Thursday, October 20, 2011

Awards and awards...


 So what's a parking lot got to do with this blog?

The LA Times carried a story yesterday about an awards ceremony for location managers who find locations for movies.

My first reaction was; more awards shows? And this time for location managers? The Academy awards are already losing the audience and no doubt part of it are the dozen or so awards that precede the Oscars.

You have the Foreign Critics awards, the SAG awards, the DGA awards, the Spirit Awards and least noticeable, the WGA awards. Toss in a few others and there's just too many award shows that by the time the Oscars roll by, you've been beaten into the ground by hundreds of acceptance speeches. 

All of the Academy awards are creative, be that writing, directing, filming, sound, etc. You know the categories. Each of them features a person or persons who create something, be it words, sound, CGI, music, whatever. But the key word here is create.

Location managers find locations. You need a house that looks spooky, it's the location manager, you need a street blocked off, that's the location manager. They look for locations that both the screenplay and the director dictate.

Is the job creative? Well, the definition of creativity in Websters is this: 

"To cause to come into being". 

A writer creates a script, a director creates a movie, an actor creates a part. And so on.

So does finding a warehouse to film in a creative job? One can certainly argue that by finding a location the location manager is creative. But once the location is arranged a whole team of designers roll in and create whatever the location is supposed to be; a warehouse or a bad guy's laboratory or even Mars, as what the production designer did for a screenplay I rewrote called Escape from Mars.
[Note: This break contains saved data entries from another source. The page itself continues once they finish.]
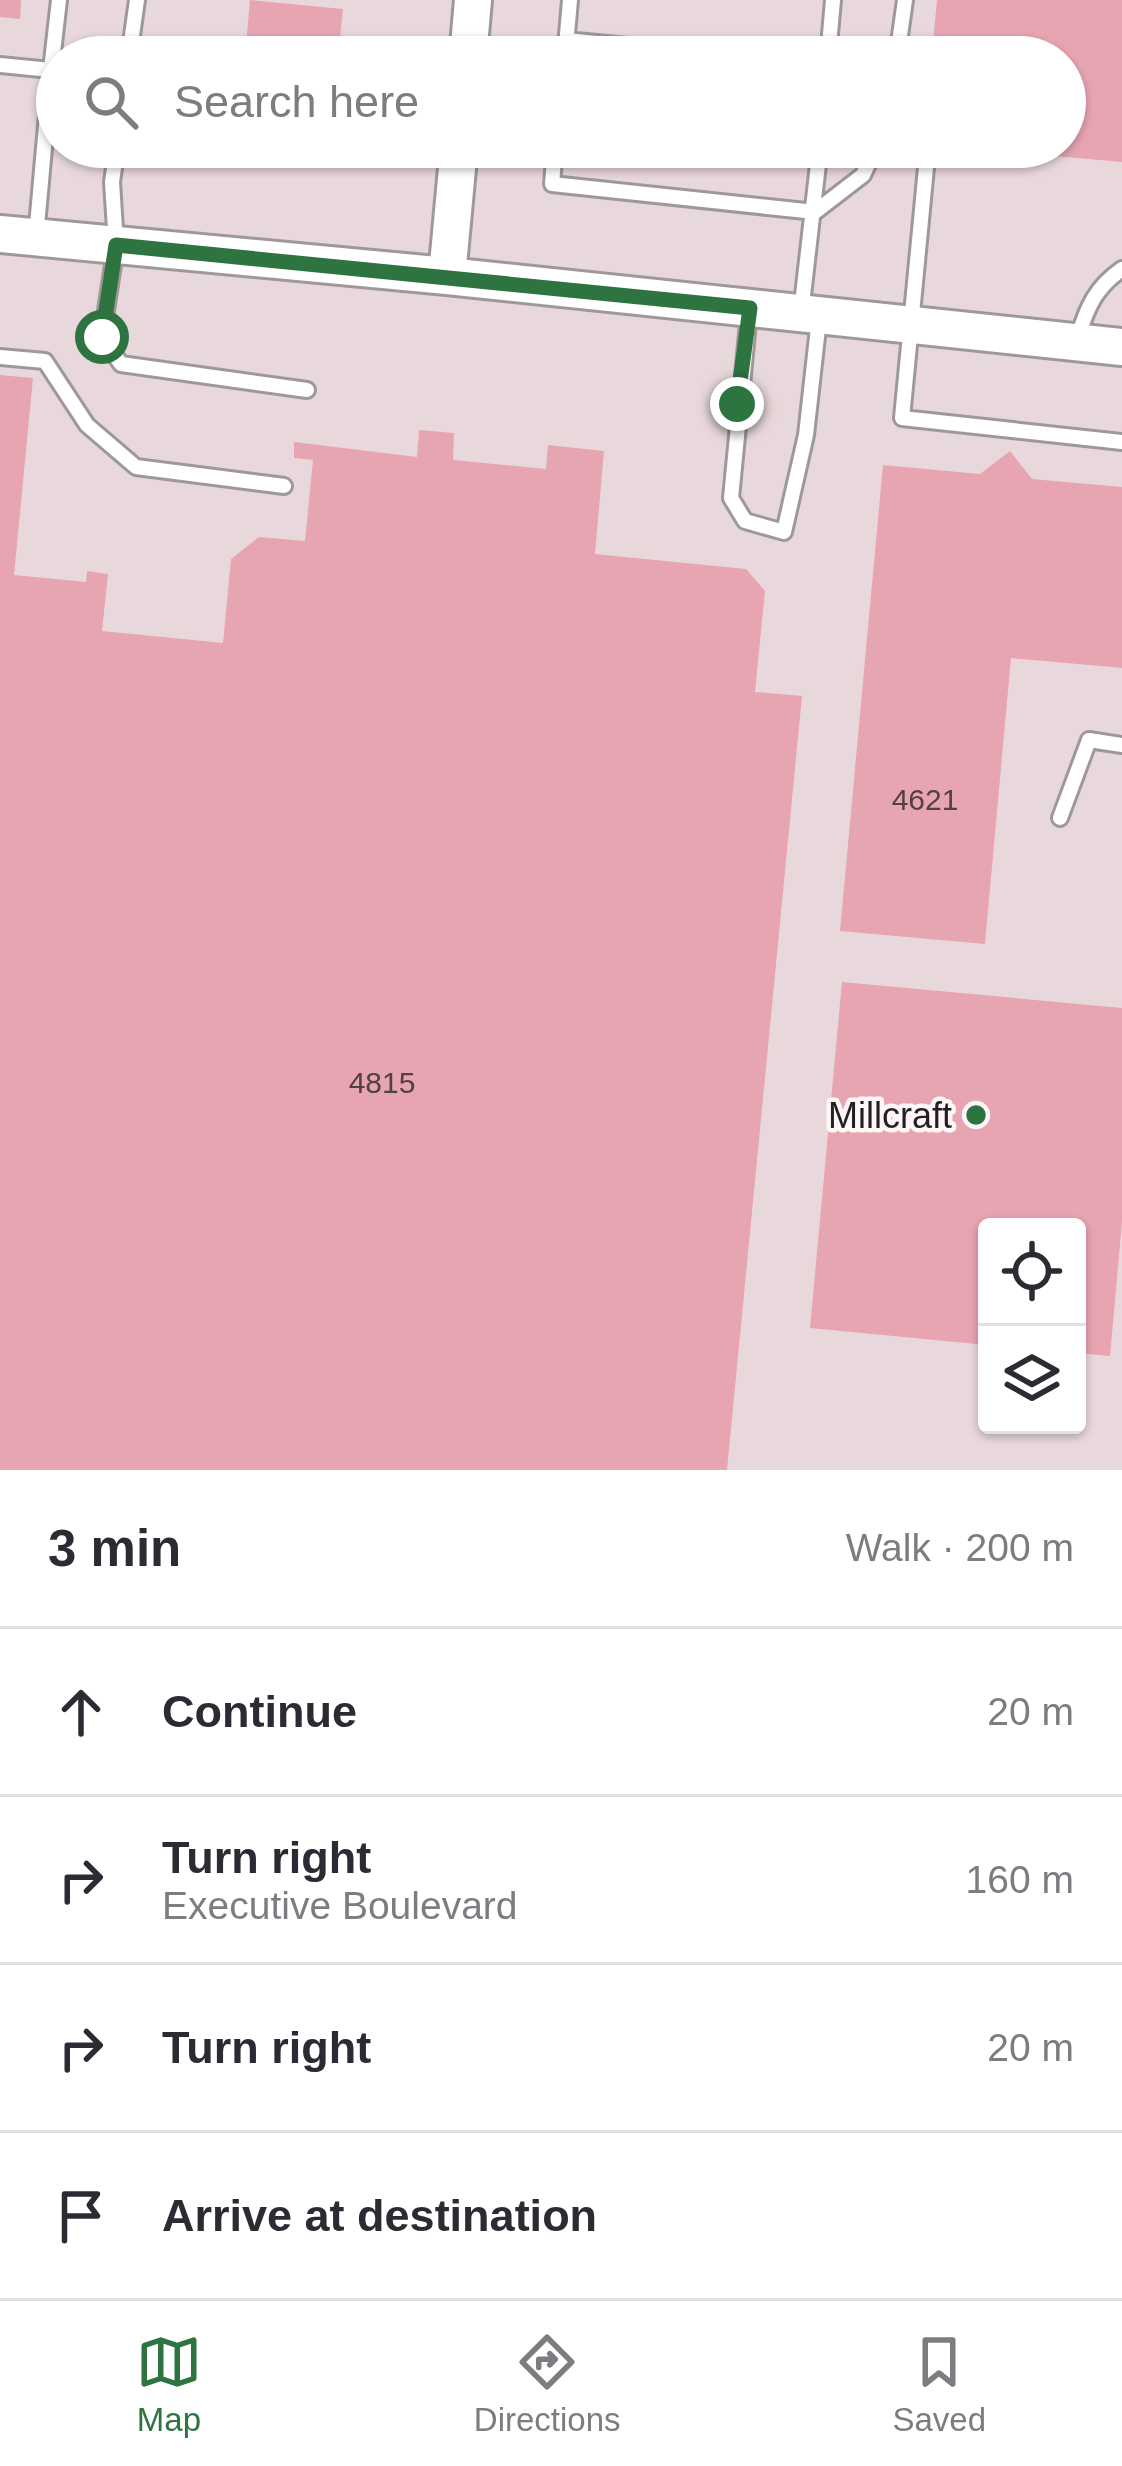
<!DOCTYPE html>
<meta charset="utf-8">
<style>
body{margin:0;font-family:Helvetica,sans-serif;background:#f2f2f3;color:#2b2b33}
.controls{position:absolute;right:36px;bottom:36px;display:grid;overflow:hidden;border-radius:12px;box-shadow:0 3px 9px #0004}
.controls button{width:108px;height:108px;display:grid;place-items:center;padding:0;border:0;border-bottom:3px solid #e1e1e2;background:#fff;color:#2b2b33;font:60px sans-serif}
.stop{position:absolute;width:36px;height:36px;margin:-27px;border:9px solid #2d7440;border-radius:50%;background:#fff}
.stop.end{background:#2d7440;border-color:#fff;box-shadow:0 3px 12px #0008}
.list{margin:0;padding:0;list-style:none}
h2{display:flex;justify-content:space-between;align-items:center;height:156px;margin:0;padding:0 48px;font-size:51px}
h2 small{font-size:39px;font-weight:400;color:#7c7c81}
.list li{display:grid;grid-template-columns:78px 1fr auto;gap:36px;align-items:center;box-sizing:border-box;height:168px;padding:0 48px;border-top:3px solid #e1e1e2}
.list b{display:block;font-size:45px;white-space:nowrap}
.list p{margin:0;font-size:39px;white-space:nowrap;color:#7c7c81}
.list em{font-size:39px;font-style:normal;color:#7c7c81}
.icon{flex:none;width:66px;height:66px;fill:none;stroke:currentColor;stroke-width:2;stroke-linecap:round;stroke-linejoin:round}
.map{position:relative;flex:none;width:1122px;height:1470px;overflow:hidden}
.search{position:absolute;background:#fff;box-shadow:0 3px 9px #0004;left:36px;right:36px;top:36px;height:132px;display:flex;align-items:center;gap:30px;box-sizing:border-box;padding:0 42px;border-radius:66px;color:#7c7c81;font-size:45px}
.sheet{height:828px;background:#fff}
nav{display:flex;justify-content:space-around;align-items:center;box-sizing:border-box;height:168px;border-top:3px solid #e1e1e2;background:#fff;font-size:33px;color:#7c7c81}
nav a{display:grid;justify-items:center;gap:6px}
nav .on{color:#2d7440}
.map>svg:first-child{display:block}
</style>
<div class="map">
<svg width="1122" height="1470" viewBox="0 0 1122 1470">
<rect width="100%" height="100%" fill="#efe7e9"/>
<path fill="#e9d8db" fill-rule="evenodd" d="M0 0H1122V1470H0ZM57 57H1065V147H57ZM987 1227H1077V1425H987Z"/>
<path fill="#e7a5b2" d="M0 0H21L20 19 0 17Z
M250 0 343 9 338 57H245Z
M937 0H1122V162L1055 156V147H1065V57L932 52Z
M0 375 33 378 14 575 86 582 87 571 108 574 102 631 223 643 231 559 259 537 305 541 313 460 294 458V442L417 457 419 430 454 433 453 460 546 469 548 445 604 451 595 554 746 569 765 591 755 692 802 696 727 1470H0Z
M1010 451 1032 479 1122 487V668L1011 658 985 944 840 931 883 465 980 474Z
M842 982 1122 1008V1222L1110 1356 1077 1353V1227H987V1345L810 1328Z"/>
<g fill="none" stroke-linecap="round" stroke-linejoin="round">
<defs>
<path id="lane" d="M566 40 740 57
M129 57 137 0
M565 57 570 0
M828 57 833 0
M897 57 905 0
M0 65 51 70 36 237
M51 70 59 0
M117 147 112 182 116 245 102 337 121 364 307 390
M555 147 552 184 815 212 863 175 876 147
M928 147 902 418 1122 442
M749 313 731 498 745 521 784 532 806 435 819 319
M801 313 820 147
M1078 337C1087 307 1096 287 1122 269
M0 357 45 361 87 425 136 467 284 486
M1060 818 1089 740 1122 745"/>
<path id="secondary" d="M468 57 473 0
M0 234 447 276 1122 347
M447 276 459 147"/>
</defs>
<use href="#lane" stroke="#9f9899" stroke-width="20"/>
<use href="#secondary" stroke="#9f9899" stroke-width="42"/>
<use href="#lane" stroke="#fff" stroke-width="14"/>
<use href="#secondary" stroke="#fff" stroke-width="36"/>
</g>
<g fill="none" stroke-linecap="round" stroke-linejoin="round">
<path stroke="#2d7440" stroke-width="15" d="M102 337 116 245 750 308 737 404"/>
</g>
<circle fill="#2d7440" stroke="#fdf5f6" stroke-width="4.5" cx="976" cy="1115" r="12"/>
<g text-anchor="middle" stroke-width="9" stroke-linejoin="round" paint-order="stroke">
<g font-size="30" fill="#534044">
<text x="925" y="810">4621</text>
<text x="382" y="1093">4815</text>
</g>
<g font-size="36" fill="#221f20" stroke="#fdf5f6" text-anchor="end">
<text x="952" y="1128">Millcraft</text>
</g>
</g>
</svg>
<div class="controls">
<button><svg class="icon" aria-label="locate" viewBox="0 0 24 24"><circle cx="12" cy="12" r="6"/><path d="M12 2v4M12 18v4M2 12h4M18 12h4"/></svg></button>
<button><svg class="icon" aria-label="layers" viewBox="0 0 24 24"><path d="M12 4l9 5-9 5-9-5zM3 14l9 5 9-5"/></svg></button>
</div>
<div class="stop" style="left:102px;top:337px"></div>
<div class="stop end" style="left:737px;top:404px"></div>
<div class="search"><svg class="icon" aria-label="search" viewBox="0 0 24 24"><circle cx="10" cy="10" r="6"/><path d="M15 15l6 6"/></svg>Search here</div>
</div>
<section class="sheet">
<h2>3 min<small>Walk · 200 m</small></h2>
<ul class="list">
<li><svg class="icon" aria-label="ahead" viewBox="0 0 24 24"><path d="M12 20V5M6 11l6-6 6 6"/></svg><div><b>Continue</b></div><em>20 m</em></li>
<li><svg class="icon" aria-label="right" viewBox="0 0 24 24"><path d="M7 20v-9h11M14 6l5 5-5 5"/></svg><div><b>Turn right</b><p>Executive Boulevard</p></div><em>160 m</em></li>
<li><svg class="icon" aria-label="right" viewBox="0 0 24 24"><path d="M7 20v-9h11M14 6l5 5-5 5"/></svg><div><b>Turn right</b></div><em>20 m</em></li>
<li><svg class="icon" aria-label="arrive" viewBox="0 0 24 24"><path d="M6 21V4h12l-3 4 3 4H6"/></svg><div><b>Arrive at destination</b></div></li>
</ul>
</section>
<nav>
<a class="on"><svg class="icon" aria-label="map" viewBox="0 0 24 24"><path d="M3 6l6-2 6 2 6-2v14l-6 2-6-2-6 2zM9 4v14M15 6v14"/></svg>Map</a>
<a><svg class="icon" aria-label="directions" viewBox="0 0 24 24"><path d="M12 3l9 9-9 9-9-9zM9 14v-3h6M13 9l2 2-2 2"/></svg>Directions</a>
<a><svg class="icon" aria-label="saved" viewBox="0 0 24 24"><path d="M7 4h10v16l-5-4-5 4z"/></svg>Saved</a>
</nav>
You know what the most important thing is to a location manager? More important than even the location sometimes?

Parking.

A friend of mine who does locations in Vancouver on big movies says he salivates everytime he passes an empty parking lot. Why? Because a location with no parking is no good. Not only do you have trucks and vans and big semi's, but you also have crew vehicles, people drive to the location and need parking.

How do I know this?

Because I was location manager on a feature a few years ago. I was helping out a friend who was producing a movie and I said I'd help out. After all, how hard is finding a location?

It wasn't long before I realized that not only did I have to find the right location, I had to find parking close enough that it wouldn't take away filming time by having to transport crew back and forth from a mile away.

Now you'd think parking lots are everywhere. But they're not and it took me a week to figure out the best places: 

Schools and churches.

Churches are better because they're only used on week-ends and they can use the extra money. Schools are harder and more expensive because they belong to the city.

A parking lot at a church could go for $500 too $1000 if you plead with them, school parking is upwards of thousands of dollars because you need $2 million insurance policies. And if you want to film at a city school... well, get ready to shell out a lot of money.

I spent as much time looking for parking lots as I did for locations and you learn to deal with people as everyone out there thinks movies have tons of money to spend.

So, back to the awards.

The location manager's awards ceremony was helped by the location representatives for the city and state and even other states as a reward of sorts for the location managers finding locations for their movies. These government agencies depend on location managers finding locations in their district, city, state or country.  So the awards are slightly biased in that each side needs the other.

And there are other film categories that want to be included in awards, especially the oscars. That's the casting agencies who cast actors for movies. Again it's a somewhat unclear category, a good actor comes to a casting agent who casts them but is it a creative thing? Ultimately the final choice is made by the director and producers.

I guess that these points can be argued back and forth but I'm reminded of something a friend of mine once said; 

All you really need to make a movie are three things; a script, an actor and a camera. 

Sure, you have a 10-person crew or a two hundred person crew, but the only ones really making the movie are the writer, the actor and the cameraman. Okay and maybe the director but even there, the director can also shoot the movie.

BTW the winner of the Location Manager awards was a woman who was about to lose a location because of safety reasons and she managed to get a crew to clean it up and pass the city ordinances so the movie could be filmed there.